For binary classification, the cross-entropy loss is
\[L(\hat{p}_i, y_i) = -y_i\log(\hat{p}_i) - (1-y_i)\log(1-\hat{p}_i),\]where $y_i\in{0,1}$, $\hat{p}_i$ is the estimated probability of $y_i=1$.
Initialization
If all weights are initialized to the same value, the activations of neurons in each layer are same, and the gradients of weights in each layer are same, it follows that the network has the same effectiveness as a network that has only single neuron in each layer. In a special case that all weights are initialized to \(0\) and we use the activation function that \(\sigma(0)=0\) (such as Tanh, ReLU), then all activations and gradients are \(0\), and the weights cannot be updated through gradient descent.
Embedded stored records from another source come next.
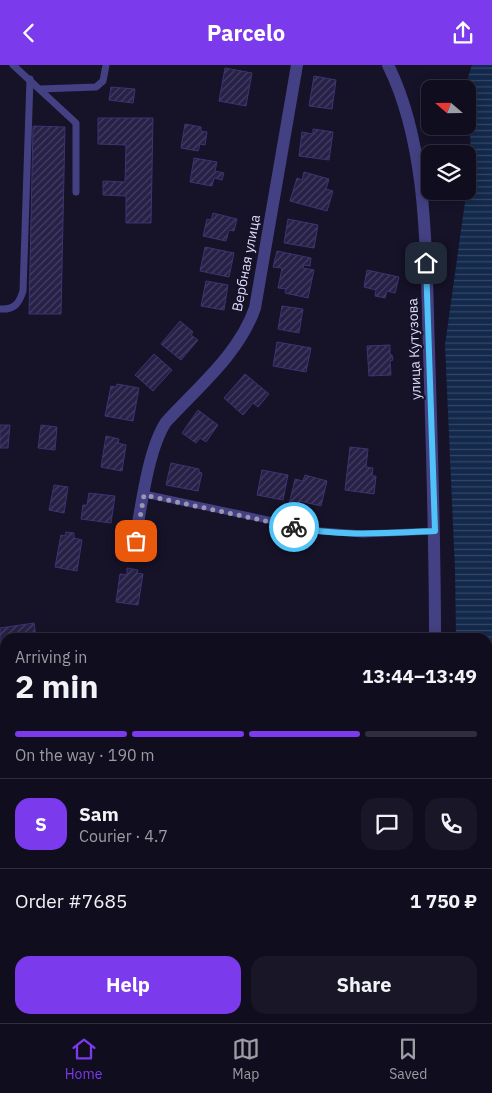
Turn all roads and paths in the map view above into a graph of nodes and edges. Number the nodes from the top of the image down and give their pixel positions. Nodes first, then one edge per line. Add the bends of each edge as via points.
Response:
1 (14, 65) edge
2 (106, 65) edge
3 (297, 65) edge
4 (388, 65) edge
5 (30, 79) junction
6 (40, 89) junction
7 (76, 192) dead end
8 (0, 309) edge
9 (144, 495) junction
10 (435, 531) junction
11 (136, 541) dead end
12 (435, 633) edge

1 - 5 lane
2 - 6 lane via 103,81 96,87
3 - 9 street, Вербная улица via 255,308 231,352 160,431
4 - 10 street, улица Кутузова via 409,119 420,177
5 - 6 lane
5 - 8 lane via 22,291 17,305
6 - 7 lane via 76,123
9 - 10 lane via 321,531 362,534
9 - 11 street, Вербная улица
10 - 12 street, улица Кутузова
Thus, the weights in same layer should be initialized differently (usually randomly) to break symmetry during training.
If the weights in a network start too small/large, then the backpropagated gradient signal shrinks/grows as it passes through and it may lead to vanishing/exploding gradients, and that can result in divergence/slow-down in the training of the network.
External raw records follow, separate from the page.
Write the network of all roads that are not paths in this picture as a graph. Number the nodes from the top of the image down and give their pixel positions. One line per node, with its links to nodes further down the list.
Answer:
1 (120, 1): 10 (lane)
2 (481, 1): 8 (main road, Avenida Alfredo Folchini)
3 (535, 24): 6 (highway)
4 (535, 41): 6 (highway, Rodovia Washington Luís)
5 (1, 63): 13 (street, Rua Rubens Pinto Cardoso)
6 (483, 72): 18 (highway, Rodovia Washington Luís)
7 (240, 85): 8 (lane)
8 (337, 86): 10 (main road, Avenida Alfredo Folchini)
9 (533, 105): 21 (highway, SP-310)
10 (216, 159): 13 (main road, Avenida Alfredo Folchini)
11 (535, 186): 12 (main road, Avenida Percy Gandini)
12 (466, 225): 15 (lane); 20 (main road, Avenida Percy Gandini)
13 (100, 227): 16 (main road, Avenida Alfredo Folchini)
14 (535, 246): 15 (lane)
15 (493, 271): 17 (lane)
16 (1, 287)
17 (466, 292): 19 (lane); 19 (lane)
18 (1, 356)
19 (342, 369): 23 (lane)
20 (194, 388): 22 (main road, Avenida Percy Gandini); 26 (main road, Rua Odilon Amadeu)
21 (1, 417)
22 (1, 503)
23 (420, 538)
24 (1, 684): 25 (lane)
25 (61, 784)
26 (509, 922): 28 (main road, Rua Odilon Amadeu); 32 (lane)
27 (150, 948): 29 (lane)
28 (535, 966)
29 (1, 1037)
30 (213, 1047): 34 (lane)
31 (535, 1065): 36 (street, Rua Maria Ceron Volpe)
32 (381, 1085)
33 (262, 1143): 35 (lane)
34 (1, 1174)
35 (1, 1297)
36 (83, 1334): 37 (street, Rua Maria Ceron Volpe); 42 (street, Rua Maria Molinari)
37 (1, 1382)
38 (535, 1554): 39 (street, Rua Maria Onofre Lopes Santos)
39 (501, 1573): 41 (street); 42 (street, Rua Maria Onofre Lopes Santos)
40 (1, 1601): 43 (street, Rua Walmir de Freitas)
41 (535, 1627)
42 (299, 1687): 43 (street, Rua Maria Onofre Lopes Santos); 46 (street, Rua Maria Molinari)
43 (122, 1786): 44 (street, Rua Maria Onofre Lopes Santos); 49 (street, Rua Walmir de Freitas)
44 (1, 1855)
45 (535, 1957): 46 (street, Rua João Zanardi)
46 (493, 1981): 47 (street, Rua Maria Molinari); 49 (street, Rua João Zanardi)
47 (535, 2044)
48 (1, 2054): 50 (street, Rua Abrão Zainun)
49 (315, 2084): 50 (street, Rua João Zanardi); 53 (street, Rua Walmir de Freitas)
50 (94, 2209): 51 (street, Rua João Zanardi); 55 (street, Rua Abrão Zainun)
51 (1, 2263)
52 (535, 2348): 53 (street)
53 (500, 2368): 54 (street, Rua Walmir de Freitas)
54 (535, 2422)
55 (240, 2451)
The appropriate initialization that follows the rules below guarantees no exploding/vanishing (either forward or backward) signal.
- The mean (expectation) of the activations should be same and be zero. i.e. \(E(a^{[l-1]}) = E(a^{[l]})=0\);
- The variance of the activations should stay the same across every layer. i.e. \(\text{Var}(a^{[l-1]}) = \text{Var}(a^{[l]})\).
Xavier Initialization
Xavier initialization was introduced by Glorot Xavier, and it works for activation functions like sigmoid, tanh and linear etc..
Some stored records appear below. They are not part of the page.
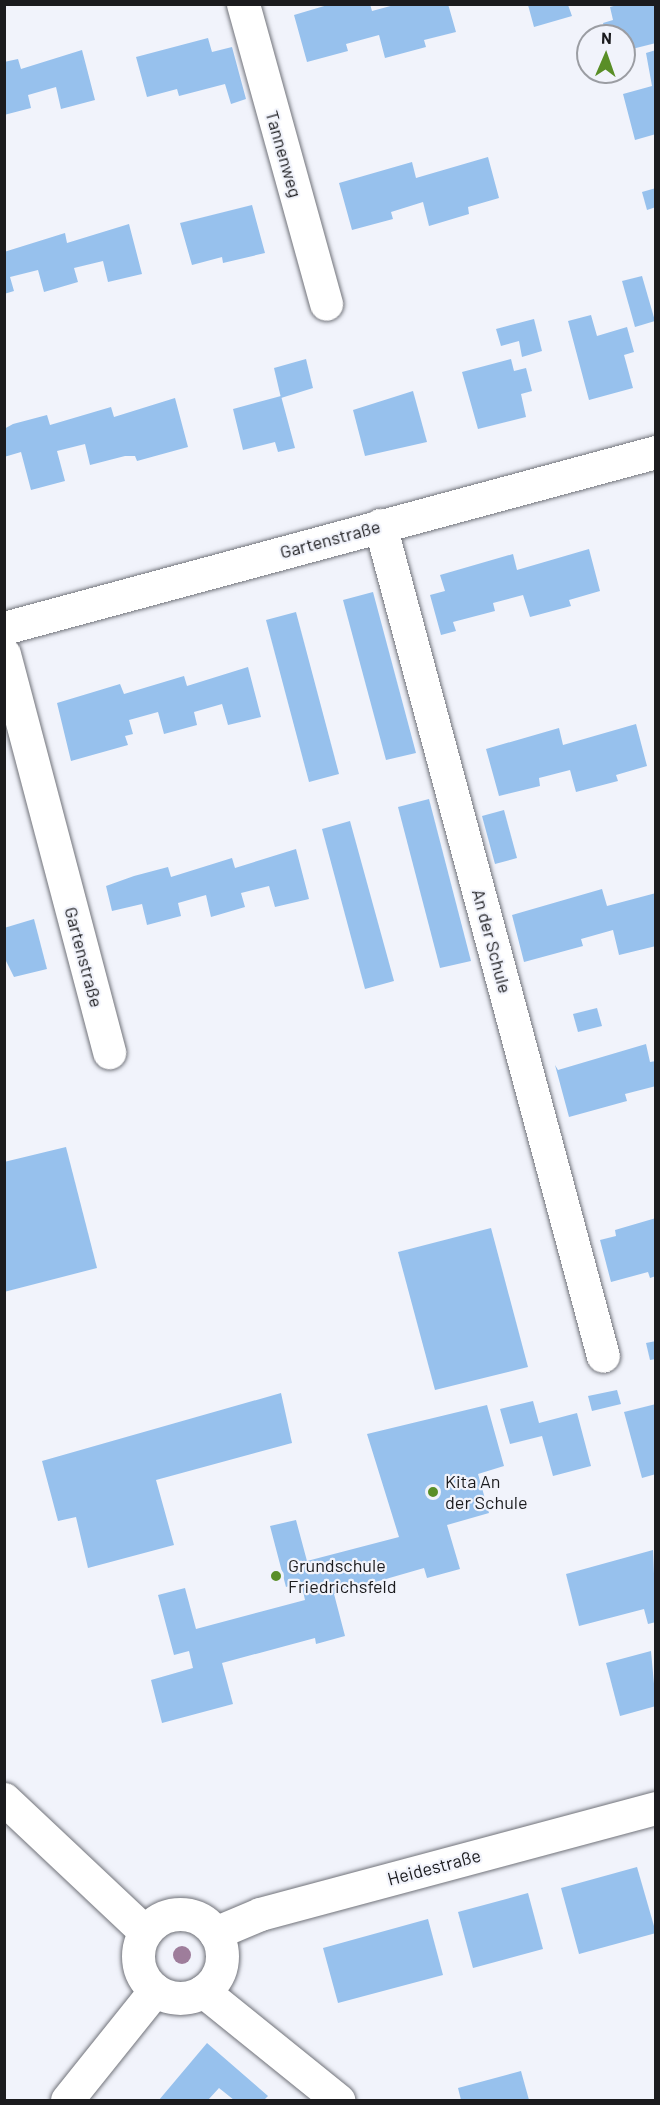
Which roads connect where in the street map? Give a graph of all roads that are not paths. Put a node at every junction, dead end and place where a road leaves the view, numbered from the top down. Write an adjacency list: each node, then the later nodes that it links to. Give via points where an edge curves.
1 (243, 4): 2 (street, Tannenweg)
2 (326, 304)
3 (656, 452): 4 (street, Gartenstraße)
4 (381, 525): 5 (street, Gartenstraße); 8 (street, An der Schule)
5 (4, 628)
6 (4, 654): 7 (street, Gartenstraße)
7 (109, 1052)
8 (603, 1356)
9 (4, 1799): 11 (street)
10 (656, 1808): 12 (street, Heidestraße, via 260,1914)
11 (145, 1932): 12 (street, via 155,1922 181,1914 206,1923); 13 (street, via 138,1956 146,1981)
12 (215, 1933): 14 (street, via 222,1959 213,1983)
13 (155, 1990): 14 (street, via 179,1998); 15 (street)
14 (203, 1991): 16 (street)
15 (67, 2100)
16 (338, 2100)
That is, for every layer $l$, we initialize
\[W^{[l]} \sim N\left(0,\frac{1}{n^{[l-1]}}\right) \text{ or } N\left(0,\frac{2}{n^{[l-1]} + n^{[l]}}\right), \ b^{[l]}=0.\]We first derive the Xavier initialization through the forward propagation. Now the purpose of the initialization is to avoid the vanishing or exploding of the forward propagated signal.
Based on some assumptions (assume the activation function is tanh. etc.), we can show that
\[\text{Var}(a^{[l]}) = n^{[l-1]} \text{Var}(W^{[l]}) \cdot \text{Var}(a^{[l-1]}).\]It follows that setting \(\text{Var}(W^{[l]}) = 1/n^{[l-1]}\) leads to \(\text{Var}(a^{[l-1]}) = \text{Var}(a^{[l]})\).
At every layer, we can link this layer’s variance to the input layer’s variance:
\[\begin{align} \text{Var}(a^{[l]}) &= n^{[l-1]} \text{Var}(W^{[l]}) \cdot \text{Var}(a^{[l-1]}) \\ &= n^{[l-1]} \text{Var}(W^{[l]}) \cdot n^{[l-2]} \text{Var}(W^{[l-1]}) \cdot \text{Var}(a^{[l-2]}) \\ &= \cdots \\ &= \left[ \prod_{s=1}^l n^{[s-1]} \text{Var}(W^{[s]}) \right] \cdot \text{Var}(x). \end{align}\]Then we have the following three cases:
\[\begin{align} &\text{For all } s=1,\cdots,l, \\ &n^{[s-1]} \text{Var}(W^{[s]}) \begin{cases} <1 \implies \text{Var}(a^{[l]}) \ll \text{Var}(x); \\ =1 \implies \text{Var}(a^{[l]}) = \text{Var}(x); \\ >1 \implies \text{Var}(a^{[l]}) \gg \text{Var}(x). \\ \end{cases} \end{align}\]Since the mean is zero (i.e. \(E(a^{[l]})=0\)), low variance (i.e. \(\text{Var}(a^{[l]})\) is small) means that the activations \(a^{[l]}\) would be very close to zero (forward signal vanishing), and high variance means that the activations would be very large in absolute value (forward signal exploding).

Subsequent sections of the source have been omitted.